Solana’s robust staking rewards will continue to sustain SOL for the time being.
An attempt to reform the blockchain network’s generous inflation policy fell short on Thursday, as those backing SIMD-0288 couldn’t achieve the supermajority required for this significant economic overhaul.
This unexpected outcome struck a blow to the influential figures in Solana who had been advocating for a replacement of its fixed inflation approach with a more market-oriented model. The proposed plan likely would have reduced the network’s annual staking rewards from 4.7% to 1% or even lower.
The clash involved prominent leaders and investors in Solana, who argued that the high staking rewards negatively impacted SOL’s price, versus smaller validators concerned about potential revenue loss from a steep reduction. Ultimately, the opposition mounted a strong campaign, as last-minute votes from validators heavily favored a “no” decision.
Thus, the first significant effort to diminish Solana’s unusually high staking emissions rate was thwarted. Among the leading programmable blockchains by market cap, Solana offers comparatively substantial amounts of new tokens to its validators, the computers that support proof-of-stake networks.
The voting process for SIMD-0228 resembled an election night in the U.S., featuring speculation, passionate discussions, data analysis, chart interpretations, endless debates on social media, and even a degree of heated exchanges. One validator even put their votes up for sale, while many others chose to split their support.
The situation reached a climax with a significant last-minute influx of votes from Solana’s 1,300 validators. In the end, the opposition emerged victorious through a remarkably high voter turnout that highlighted the divide between larger and smaller validators.
Consequently, SIMD-0228 stands as the network’s first economic reform to fail at the polls.
Small Stakers
Solana validators are typically called to vote only when the network faces a significant economic modification, as noted by Jonny, operator of the Solana Compass validator.
SIMD-0228 marks the third vote ever recorded, according to StakingFacilities.com (this proposal proceeded with a different SIMD that passed). Its controversies contributed to the highest voter turnout in the network’s history.
Over 66% of validators participated, according to a dashboard from Flipside Crypto. Together, they held 75% of the network’s voting power, a noteworthy share considering that voting in this decentralized system is optional.
Of the validators who cast ballots and held 500,000 SOL or less, over 60% opposed SIMD-0228, based on a Dune dashboard. In contrast, 60% of those with more than 500,000 SOL voted in favor.
The skewed results suggest that the warnings of economic fallout resonated strongly with smaller validators.
Significant Stakes
Supporters of SIMD-0228 believed it could alleviate Solana’s inflation concerns, which they insisted hinder SOL’s price.
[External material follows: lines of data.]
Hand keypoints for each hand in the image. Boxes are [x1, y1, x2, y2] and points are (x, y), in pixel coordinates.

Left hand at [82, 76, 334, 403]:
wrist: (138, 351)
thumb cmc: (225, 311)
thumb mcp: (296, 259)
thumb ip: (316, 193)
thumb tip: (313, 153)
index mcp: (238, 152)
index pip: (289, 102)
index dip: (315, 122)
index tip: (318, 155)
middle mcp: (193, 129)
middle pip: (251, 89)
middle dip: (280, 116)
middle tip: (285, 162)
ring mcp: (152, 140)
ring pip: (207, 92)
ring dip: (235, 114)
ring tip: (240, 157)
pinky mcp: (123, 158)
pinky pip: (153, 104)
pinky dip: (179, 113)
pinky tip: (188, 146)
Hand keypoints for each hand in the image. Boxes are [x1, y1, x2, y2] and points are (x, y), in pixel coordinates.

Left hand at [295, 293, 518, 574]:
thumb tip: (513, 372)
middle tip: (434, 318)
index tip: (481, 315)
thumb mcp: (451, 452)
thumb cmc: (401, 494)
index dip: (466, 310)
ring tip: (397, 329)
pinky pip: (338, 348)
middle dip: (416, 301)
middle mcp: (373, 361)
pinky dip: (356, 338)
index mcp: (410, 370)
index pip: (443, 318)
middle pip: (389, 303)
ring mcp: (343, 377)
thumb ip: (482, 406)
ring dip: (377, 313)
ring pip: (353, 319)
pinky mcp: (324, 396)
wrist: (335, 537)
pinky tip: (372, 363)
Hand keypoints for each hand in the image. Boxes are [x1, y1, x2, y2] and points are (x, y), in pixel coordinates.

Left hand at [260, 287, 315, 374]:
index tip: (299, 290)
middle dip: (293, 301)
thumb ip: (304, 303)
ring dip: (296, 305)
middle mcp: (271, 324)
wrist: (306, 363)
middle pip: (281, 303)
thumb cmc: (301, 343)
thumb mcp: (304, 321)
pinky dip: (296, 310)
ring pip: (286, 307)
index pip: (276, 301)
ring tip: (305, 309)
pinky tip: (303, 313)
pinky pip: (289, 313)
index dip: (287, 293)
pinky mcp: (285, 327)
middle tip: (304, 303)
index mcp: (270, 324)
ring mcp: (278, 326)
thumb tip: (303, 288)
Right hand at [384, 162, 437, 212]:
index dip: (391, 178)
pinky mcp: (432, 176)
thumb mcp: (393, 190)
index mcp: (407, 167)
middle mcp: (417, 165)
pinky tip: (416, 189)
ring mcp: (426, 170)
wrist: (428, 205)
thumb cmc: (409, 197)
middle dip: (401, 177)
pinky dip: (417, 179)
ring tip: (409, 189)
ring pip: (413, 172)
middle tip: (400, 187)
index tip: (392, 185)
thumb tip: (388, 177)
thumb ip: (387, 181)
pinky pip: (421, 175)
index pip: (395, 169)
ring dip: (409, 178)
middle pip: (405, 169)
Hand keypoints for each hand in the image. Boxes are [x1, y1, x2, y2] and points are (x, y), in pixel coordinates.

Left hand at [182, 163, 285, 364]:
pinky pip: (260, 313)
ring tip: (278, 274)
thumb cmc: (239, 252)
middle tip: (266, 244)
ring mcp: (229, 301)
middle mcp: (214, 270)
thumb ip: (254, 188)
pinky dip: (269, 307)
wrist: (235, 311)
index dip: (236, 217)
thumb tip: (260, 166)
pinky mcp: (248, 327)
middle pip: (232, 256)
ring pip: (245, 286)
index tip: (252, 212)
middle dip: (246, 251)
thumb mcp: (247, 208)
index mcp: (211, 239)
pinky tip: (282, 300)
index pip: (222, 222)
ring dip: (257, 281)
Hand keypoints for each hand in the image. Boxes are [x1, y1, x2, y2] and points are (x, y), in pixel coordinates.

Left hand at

Their argument followed this logic: reducing the number of tokens available would lead to fewer sellers and less for tax collectors as well.
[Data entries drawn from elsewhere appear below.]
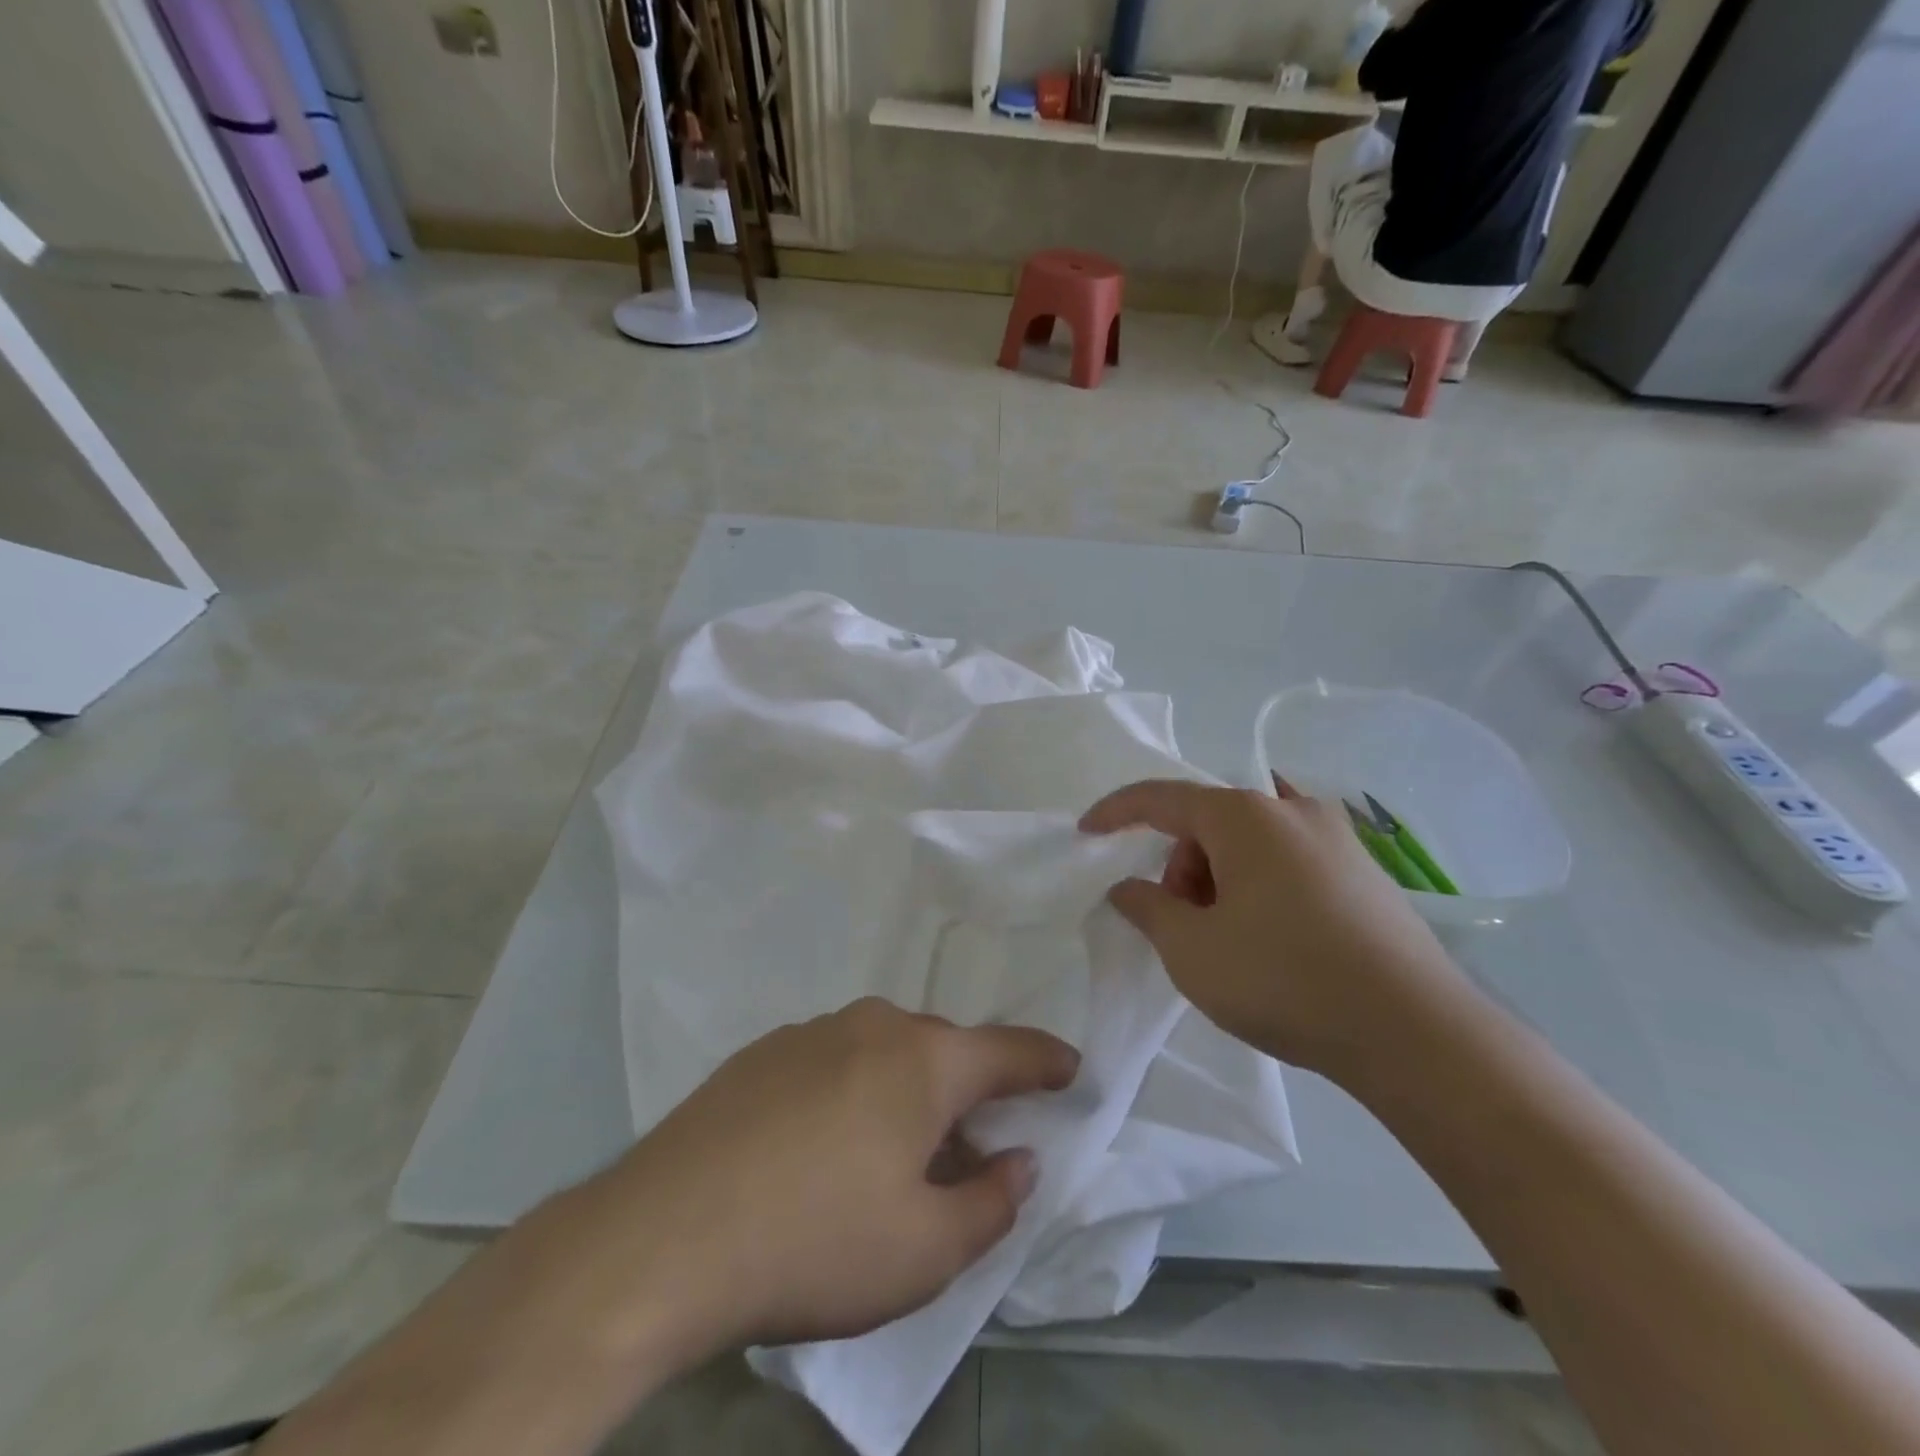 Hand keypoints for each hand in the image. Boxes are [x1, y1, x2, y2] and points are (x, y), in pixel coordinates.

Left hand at [565, 998, 1078, 1357]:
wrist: (664, 1236)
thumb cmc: (816, 1242)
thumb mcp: (925, 1250)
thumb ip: (991, 1201)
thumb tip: (1019, 1159)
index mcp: (924, 1060)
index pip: (1008, 1050)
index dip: (1046, 1060)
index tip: (1071, 1067)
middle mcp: (874, 1025)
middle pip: (944, 1051)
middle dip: (969, 1092)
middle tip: (973, 1147)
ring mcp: (813, 1031)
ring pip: (886, 1053)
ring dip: (907, 1093)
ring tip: (893, 1157)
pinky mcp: (763, 1052)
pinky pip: (835, 1060)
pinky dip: (854, 1092)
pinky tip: (823, 1148)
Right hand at [1080, 779, 1467, 1078]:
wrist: (1415, 1032)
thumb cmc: (1284, 979)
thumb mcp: (1191, 950)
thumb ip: (1148, 909)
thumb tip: (1128, 887)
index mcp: (1245, 816)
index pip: (1161, 798)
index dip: (1116, 812)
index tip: (1087, 832)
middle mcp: (1292, 810)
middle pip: (1209, 822)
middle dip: (1181, 865)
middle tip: (1181, 924)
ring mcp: (1337, 837)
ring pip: (1250, 841)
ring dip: (1219, 877)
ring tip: (1228, 939)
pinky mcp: (1365, 871)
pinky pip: (1288, 859)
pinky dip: (1259, 884)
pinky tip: (1271, 937) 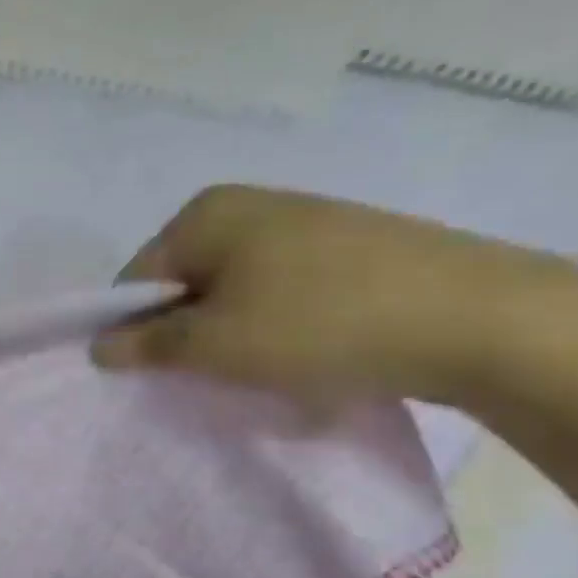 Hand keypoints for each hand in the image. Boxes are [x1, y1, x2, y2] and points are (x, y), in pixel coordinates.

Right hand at [91, 186, 573, 406]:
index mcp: (204, 213)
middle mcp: (249, 204)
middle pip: (184, 282)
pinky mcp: (350, 246)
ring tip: (266, 367)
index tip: (161, 370)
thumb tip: (97, 347)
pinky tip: (308, 350)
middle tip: (213, 373)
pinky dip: (279, 325)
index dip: (136, 329)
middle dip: (187, 331)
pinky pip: (283, 290)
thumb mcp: (211, 345)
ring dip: (232, 333)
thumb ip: (144, 345)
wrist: (480, 320)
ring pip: (233, 290)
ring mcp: (304, 220)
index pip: (136, 279)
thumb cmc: (316, 324)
Instead of the conventional 4.7% SOL emissions allocated to validators yearly, they advocated for a flexible system that would adjust to influence staking trends positively or negatively.
On the other hand, critics labeled the proposal as hasty and reckless. Some voiced their suspicion that its co-author, the prominent investment firm Multicoin Capital, penned it to serve its interests. There were warnings that SIMD-0228 might disrupt aspects of Solana’s DeFi ecosystem or deter institutional investors attracted by SOL’s native yield.
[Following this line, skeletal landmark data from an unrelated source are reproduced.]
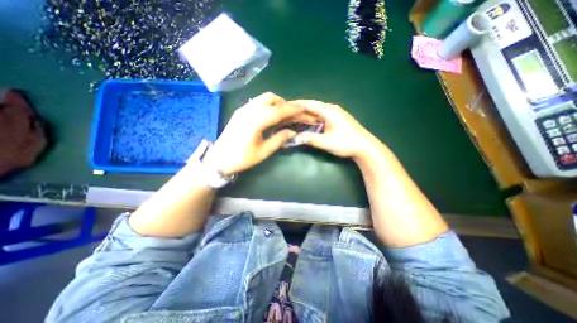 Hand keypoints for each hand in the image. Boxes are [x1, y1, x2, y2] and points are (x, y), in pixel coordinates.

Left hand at [201, 92, 302, 175]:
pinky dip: (268, 104)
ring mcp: (242, 109)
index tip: (303, 109)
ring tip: (284, 113)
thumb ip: (279, 140)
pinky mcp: (240, 111)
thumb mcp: (263, 152)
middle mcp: (248, 111)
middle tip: (293, 113)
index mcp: (254, 122)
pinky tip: (271, 114)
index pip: (277, 110)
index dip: (291, 109)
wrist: (218, 159)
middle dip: (284, 103)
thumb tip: (292, 132)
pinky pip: (257, 102)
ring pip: (263, 98)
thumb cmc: (241, 158)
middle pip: (270, 98)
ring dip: (276, 102)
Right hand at [291, 99, 376, 158]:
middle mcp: (331, 109)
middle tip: (286, 112)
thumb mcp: (326, 142)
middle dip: (299, 109)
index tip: (284, 105)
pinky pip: (321, 117)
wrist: (365, 147)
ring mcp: (335, 114)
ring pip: (316, 112)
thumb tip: (294, 138)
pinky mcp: (336, 120)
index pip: (309, 104)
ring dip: (305, 114)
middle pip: (312, 107)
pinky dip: (312, 119)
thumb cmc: (346, 143)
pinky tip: (306, 122)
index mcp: (329, 110)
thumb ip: (310, 139)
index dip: (296, 104)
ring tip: (293, 116) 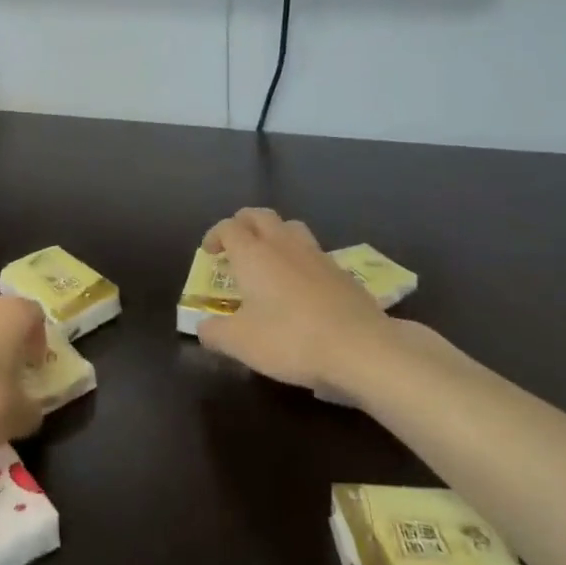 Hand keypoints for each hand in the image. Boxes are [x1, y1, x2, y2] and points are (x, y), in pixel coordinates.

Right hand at [197, 208, 393, 394]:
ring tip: (269, 259)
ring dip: (274, 234)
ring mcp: (317, 255)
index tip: (209, 253)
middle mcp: (283, 245)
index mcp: (254, 254)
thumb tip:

Some skeptics even contended that SIMD-0228 could undermine Solana’s decentralization by pushing numerous validators with smaller SOL holdings offline, though opinions on the impact vary.
Solana validators earn income based on their SOL stakes, whether from their assets or tokens delegated by others. Those with lesser stakes are more vulnerable to alterations in emissions compared to their larger counterparts.
“Many believe that SIMD-0228 is not the most effective solution for addressing inflation on Solana,” stated SolBlaze, a validator operator.
“This type of reform represents a significant economic shift, and matters of this magnitude warrant more time for discussion, data analysis, and iterative feedback from various parts of the ecosystem.”